Experimental Comparison of Network Intrusion Detection Models Solving Imbalanced Data Problem (데이터의 불균형성을 제거한 네트워크 침입 탐지 모델 비교 분석)

  • Lee, Jong-Hwa;Bang, Jiwon;Kim, Jong-Wouk;Choi, Mi-Jung
    • KNOM Review
    • /
    • v.23 no.2
    • /
    • pp.18-28
    • /
    • 2020
  • With the development of the virtual community, the benefits that IT technology provides to people in fields such as healthcare, industry, communication, and culture are increasing, and the quality of life is also improving. Accordingly, there are various malicious attacks targeting the developed network environment. Firewalls and intrusion detection systems exist to detect these attacks in advance, but there is a limit to detecting malicious attacks that are evolving day by day. In order to solve this problem, intrusion detection research using machine learning is being actively conducted, but false positives and false negatives are occurring due to imbalance of the learning dataset.
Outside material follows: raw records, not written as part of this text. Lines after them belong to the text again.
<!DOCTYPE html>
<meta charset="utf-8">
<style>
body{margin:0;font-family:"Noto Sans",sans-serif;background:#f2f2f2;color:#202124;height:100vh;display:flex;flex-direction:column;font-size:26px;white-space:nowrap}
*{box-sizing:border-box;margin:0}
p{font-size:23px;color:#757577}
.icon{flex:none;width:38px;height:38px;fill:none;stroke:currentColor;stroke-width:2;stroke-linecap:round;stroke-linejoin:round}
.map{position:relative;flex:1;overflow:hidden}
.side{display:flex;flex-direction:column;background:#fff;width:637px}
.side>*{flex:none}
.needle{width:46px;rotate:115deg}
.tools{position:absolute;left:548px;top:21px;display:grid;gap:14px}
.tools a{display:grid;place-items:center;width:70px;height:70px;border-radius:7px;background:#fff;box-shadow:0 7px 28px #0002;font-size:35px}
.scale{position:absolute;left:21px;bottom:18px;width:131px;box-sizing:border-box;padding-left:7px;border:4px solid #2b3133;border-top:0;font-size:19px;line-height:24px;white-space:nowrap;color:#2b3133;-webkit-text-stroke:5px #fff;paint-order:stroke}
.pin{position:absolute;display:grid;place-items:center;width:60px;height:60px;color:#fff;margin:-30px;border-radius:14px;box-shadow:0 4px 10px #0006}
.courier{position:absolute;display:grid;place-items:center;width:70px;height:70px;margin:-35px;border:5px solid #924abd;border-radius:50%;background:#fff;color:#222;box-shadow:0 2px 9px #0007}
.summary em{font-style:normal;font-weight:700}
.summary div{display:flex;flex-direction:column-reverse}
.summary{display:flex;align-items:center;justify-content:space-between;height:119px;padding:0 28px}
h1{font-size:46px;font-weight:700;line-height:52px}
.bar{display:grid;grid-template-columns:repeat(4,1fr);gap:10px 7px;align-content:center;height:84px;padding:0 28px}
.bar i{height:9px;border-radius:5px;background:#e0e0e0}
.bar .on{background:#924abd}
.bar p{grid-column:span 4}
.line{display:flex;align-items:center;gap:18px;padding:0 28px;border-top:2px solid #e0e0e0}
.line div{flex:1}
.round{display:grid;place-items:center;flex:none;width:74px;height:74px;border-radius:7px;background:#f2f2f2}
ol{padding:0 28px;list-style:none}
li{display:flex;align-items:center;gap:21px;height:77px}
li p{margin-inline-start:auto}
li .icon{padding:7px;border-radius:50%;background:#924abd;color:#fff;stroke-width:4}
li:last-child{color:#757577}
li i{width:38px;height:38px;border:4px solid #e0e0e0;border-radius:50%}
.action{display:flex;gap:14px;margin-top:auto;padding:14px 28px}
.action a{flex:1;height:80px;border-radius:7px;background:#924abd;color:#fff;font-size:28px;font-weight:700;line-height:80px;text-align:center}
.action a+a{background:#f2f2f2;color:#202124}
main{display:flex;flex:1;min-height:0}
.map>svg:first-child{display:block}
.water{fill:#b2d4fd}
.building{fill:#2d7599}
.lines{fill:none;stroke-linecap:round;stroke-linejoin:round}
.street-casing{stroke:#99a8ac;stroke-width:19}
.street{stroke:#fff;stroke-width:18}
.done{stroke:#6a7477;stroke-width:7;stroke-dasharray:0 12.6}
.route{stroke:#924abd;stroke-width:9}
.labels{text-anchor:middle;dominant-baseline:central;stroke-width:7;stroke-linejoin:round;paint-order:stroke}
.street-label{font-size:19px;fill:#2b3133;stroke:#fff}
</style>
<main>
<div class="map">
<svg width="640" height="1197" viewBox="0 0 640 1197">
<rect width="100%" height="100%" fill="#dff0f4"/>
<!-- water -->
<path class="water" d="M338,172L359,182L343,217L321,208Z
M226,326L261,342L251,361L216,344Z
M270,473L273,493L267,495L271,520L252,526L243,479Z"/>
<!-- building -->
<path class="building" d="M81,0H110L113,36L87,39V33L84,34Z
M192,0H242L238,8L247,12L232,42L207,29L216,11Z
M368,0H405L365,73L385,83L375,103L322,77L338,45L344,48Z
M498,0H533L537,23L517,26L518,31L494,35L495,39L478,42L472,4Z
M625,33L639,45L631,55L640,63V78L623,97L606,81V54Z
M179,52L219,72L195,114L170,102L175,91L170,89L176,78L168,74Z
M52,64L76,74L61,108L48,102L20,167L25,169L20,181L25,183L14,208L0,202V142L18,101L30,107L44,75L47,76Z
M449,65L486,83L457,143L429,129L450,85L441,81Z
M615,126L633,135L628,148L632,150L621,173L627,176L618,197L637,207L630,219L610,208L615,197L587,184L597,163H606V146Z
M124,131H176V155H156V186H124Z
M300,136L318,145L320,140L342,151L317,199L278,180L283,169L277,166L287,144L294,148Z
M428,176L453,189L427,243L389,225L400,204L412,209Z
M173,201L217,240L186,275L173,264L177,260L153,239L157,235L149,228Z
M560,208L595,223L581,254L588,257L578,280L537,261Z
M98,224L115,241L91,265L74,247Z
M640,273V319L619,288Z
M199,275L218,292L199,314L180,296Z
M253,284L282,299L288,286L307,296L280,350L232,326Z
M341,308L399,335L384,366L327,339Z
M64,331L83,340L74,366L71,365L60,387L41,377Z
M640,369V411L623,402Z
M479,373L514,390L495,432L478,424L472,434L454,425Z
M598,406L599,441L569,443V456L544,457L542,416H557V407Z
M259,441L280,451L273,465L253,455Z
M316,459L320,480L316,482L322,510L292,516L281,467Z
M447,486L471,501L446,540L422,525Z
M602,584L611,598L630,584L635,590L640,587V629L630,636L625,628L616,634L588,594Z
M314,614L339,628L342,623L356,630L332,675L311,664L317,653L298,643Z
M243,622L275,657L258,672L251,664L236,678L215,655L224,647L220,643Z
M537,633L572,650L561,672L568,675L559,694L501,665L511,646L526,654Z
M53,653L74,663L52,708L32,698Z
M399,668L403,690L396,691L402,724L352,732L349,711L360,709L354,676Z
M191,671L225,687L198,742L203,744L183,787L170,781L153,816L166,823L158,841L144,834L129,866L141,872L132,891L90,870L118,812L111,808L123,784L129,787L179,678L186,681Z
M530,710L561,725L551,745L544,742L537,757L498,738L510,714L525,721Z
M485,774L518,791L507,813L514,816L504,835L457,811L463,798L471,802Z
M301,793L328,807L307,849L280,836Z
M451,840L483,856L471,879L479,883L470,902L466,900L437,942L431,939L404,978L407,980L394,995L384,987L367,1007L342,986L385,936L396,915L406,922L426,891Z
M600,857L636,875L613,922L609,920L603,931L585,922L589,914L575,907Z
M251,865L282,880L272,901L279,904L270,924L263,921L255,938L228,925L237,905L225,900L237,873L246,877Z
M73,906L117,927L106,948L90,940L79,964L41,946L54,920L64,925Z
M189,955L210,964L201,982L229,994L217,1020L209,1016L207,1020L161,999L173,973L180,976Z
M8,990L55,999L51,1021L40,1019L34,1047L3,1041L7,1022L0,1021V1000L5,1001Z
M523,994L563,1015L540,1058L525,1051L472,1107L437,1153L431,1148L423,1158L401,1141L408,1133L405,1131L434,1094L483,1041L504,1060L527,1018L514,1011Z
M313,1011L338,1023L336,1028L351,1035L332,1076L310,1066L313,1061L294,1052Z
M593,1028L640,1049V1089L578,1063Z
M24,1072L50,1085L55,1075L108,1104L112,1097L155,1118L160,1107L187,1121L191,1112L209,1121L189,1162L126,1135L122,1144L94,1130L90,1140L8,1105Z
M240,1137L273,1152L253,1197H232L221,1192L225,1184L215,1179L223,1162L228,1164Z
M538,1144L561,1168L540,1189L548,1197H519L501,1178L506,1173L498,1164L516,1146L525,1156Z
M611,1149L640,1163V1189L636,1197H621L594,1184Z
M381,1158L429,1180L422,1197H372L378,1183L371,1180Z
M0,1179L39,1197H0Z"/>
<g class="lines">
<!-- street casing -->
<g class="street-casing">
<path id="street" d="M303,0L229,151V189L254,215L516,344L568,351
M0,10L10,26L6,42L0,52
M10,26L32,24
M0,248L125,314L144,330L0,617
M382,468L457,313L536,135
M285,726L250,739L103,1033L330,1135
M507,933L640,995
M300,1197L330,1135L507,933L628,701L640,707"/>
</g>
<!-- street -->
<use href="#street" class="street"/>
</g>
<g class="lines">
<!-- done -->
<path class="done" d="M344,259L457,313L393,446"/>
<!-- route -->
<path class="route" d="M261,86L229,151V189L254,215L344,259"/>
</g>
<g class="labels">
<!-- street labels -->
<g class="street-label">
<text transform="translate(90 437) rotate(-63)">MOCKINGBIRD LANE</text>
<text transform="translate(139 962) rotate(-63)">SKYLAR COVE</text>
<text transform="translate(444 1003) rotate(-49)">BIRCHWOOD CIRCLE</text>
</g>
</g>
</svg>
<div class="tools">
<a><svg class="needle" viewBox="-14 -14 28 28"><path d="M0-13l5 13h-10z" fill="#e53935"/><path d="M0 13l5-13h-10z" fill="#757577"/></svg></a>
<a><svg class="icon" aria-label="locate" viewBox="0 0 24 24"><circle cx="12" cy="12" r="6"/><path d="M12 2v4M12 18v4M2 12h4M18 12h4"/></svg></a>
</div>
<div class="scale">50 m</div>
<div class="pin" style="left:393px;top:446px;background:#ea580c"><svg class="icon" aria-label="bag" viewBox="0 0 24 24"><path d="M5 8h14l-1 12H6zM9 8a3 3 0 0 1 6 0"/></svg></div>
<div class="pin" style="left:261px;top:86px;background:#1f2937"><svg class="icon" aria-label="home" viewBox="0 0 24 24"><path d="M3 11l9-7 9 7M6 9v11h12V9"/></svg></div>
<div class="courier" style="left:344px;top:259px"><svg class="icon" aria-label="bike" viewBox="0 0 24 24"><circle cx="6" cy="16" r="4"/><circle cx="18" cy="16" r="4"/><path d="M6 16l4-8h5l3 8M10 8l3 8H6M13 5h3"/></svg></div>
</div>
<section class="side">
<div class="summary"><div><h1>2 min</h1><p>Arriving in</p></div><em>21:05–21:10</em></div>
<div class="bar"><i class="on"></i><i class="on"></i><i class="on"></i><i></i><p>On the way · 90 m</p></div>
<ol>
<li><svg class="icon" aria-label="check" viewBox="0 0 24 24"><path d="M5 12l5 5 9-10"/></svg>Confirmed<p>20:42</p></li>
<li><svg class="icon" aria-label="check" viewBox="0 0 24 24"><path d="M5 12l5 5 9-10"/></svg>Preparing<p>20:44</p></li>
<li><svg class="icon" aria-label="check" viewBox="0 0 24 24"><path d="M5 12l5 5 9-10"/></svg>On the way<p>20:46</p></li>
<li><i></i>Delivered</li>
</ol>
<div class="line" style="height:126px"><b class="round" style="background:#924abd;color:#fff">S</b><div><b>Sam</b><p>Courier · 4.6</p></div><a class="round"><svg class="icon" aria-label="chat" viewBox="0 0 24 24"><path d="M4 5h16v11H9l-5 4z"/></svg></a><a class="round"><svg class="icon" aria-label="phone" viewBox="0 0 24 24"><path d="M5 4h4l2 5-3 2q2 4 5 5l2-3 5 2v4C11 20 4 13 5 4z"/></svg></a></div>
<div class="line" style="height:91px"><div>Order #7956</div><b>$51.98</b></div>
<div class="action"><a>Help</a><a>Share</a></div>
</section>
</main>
In this paper, a Random Oversampling method is used to solve the unbalance problem of the UNSW-NB15 dataset used for network intrusion detection. And through experiments, we compared and analyzed the accuracy, precision, recall, F1-score, training and prediction time, and hardware resource consumption of the models. Based on this study using the Random Oversampling method, we develop a more efficient network intrusion detection model study using other methods and high-performance models that can solve the unbalanced data problem.